**To do:** In the data below, work out how many lines include the string "Nodes". Only the number should be given.

+++

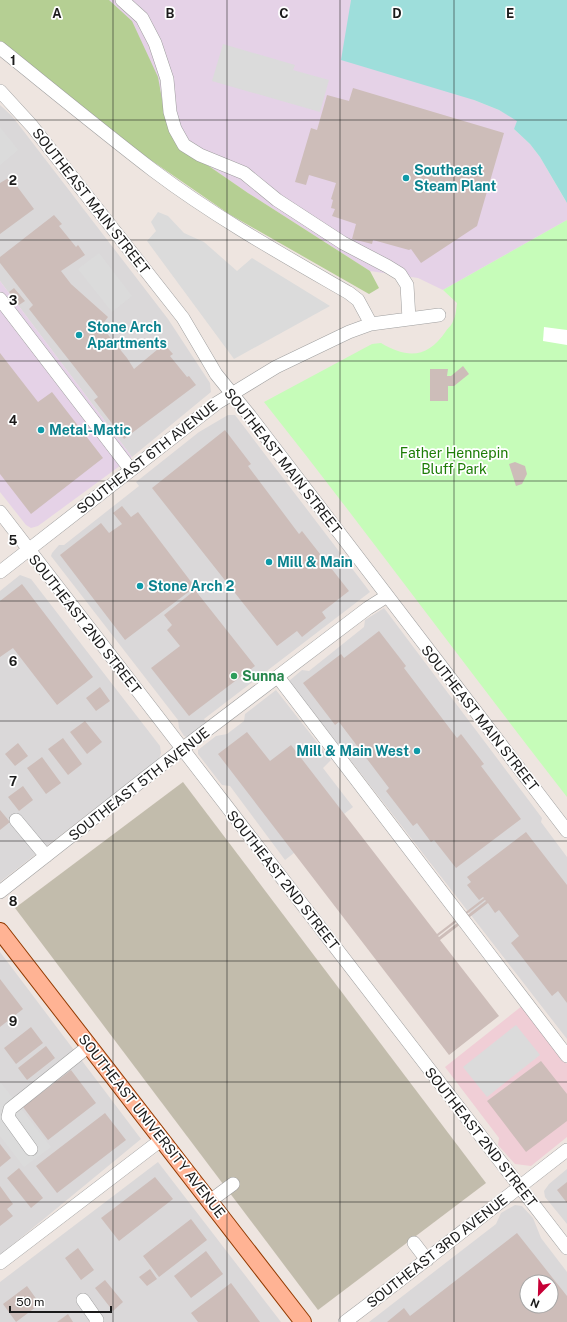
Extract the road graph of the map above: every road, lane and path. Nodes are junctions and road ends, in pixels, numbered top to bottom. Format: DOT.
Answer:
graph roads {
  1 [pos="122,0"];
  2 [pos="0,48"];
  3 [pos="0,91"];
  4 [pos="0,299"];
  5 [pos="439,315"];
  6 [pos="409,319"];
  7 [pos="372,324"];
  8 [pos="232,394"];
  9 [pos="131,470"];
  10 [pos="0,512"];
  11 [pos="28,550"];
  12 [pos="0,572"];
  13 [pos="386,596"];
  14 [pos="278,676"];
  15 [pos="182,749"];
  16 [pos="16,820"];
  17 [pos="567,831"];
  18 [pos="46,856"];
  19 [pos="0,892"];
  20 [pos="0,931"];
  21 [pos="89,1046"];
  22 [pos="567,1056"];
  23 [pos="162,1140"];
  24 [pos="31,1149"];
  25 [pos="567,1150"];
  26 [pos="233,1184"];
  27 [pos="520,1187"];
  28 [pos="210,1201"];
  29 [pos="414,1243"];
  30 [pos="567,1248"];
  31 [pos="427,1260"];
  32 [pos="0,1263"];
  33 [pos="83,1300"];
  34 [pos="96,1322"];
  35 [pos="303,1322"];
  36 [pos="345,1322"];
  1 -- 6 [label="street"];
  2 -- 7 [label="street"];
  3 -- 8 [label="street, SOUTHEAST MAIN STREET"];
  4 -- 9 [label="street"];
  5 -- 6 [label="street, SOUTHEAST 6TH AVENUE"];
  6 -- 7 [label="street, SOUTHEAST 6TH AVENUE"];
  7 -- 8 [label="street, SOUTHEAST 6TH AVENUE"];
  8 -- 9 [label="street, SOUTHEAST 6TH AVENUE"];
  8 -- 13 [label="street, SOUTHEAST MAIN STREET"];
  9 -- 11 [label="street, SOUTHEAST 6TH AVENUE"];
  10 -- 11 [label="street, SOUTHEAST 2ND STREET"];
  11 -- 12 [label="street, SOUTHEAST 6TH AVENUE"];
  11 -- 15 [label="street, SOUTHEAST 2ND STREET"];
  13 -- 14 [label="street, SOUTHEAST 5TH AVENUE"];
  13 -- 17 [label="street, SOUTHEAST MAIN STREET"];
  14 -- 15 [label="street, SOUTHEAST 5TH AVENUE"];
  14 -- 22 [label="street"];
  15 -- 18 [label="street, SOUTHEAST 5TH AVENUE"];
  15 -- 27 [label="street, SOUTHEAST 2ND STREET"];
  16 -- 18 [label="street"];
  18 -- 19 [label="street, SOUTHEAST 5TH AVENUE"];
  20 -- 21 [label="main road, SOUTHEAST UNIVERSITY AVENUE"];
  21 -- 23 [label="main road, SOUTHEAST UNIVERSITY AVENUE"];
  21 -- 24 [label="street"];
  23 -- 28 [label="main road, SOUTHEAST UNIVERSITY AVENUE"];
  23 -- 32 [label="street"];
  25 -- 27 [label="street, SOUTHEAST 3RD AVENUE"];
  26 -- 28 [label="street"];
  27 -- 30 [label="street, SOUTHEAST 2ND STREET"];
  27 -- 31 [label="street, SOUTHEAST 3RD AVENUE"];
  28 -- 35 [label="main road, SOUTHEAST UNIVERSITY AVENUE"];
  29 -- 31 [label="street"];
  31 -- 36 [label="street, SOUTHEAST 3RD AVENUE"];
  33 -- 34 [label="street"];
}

+++

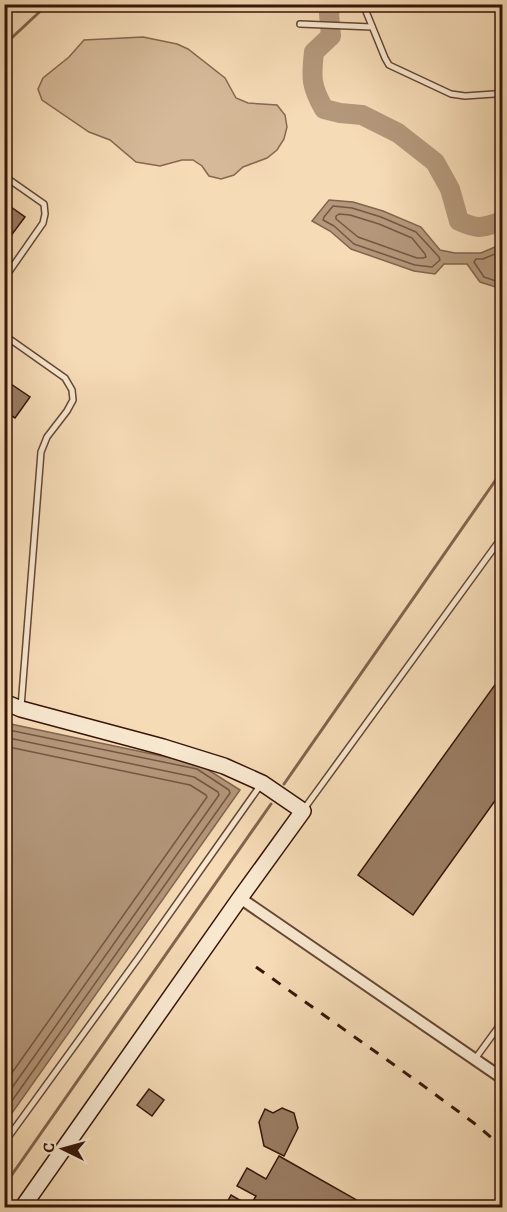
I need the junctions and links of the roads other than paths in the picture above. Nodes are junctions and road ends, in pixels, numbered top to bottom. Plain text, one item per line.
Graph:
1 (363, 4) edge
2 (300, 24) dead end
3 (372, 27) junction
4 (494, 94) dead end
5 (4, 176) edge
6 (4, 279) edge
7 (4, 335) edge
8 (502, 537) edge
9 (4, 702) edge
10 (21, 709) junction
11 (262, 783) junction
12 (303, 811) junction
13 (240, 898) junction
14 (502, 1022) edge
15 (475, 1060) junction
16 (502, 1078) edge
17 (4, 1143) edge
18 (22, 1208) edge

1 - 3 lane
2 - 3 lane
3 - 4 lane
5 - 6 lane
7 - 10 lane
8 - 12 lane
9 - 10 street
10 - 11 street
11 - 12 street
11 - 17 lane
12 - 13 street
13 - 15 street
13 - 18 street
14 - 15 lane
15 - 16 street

+++

**Exercise result:** 2